__MATERIAL TO PROCESS__.
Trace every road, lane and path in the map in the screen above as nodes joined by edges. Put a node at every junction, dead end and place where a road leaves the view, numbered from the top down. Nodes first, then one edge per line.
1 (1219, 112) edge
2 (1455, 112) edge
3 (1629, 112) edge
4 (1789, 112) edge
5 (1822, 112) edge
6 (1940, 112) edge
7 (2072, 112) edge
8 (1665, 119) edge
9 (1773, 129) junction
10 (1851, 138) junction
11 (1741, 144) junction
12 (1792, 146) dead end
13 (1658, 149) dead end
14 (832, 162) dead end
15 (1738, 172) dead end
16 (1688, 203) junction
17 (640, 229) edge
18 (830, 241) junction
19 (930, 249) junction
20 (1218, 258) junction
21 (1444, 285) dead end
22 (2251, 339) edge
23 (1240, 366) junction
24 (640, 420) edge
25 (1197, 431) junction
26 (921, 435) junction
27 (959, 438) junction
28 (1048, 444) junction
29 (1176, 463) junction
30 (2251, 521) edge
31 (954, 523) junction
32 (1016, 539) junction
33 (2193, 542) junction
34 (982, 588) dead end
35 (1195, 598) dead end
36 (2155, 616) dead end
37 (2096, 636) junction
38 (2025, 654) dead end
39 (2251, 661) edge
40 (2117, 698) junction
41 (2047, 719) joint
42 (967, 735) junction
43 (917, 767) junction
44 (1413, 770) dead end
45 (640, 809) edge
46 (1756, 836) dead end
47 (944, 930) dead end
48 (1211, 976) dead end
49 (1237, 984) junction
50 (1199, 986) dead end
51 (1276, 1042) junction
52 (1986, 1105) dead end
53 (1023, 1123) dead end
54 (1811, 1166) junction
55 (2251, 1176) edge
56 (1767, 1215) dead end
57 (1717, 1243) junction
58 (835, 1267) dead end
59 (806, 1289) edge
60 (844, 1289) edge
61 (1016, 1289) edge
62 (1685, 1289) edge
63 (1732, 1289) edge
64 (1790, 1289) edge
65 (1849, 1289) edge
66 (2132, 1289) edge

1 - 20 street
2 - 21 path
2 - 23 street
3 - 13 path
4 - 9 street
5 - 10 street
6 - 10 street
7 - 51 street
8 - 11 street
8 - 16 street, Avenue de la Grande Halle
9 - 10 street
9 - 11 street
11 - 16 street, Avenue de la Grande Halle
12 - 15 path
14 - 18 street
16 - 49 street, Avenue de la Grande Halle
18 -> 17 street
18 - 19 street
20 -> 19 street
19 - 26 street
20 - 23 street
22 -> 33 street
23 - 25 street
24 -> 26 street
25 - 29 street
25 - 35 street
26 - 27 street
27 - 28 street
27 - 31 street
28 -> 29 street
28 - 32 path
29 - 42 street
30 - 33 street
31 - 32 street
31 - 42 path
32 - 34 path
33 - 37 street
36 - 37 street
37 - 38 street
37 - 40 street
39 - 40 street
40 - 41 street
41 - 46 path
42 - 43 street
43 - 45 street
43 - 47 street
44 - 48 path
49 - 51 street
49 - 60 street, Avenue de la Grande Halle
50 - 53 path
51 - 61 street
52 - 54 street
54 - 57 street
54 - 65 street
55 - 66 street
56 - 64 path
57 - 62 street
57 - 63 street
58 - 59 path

__THE TASK__. What belongs in the answer is each line of the listing that contains the word "path".

__OUTPUT OF THE EXERCISE__.
Trace every road, lane and path in the map in the screen above as nodes joined by edges. Put a node at every junction, dead end and place where a road leaves the view, numbered from the top down. Nodes first, then one edge per line.
2 - 21 path
3 - 13 path
12 - 15 path
28 - 32 path
31 - 42 path
32 - 34 path
41 - 46 path
44 - 48 path
50 - 53 path
56 - 64 path
58 - 59 path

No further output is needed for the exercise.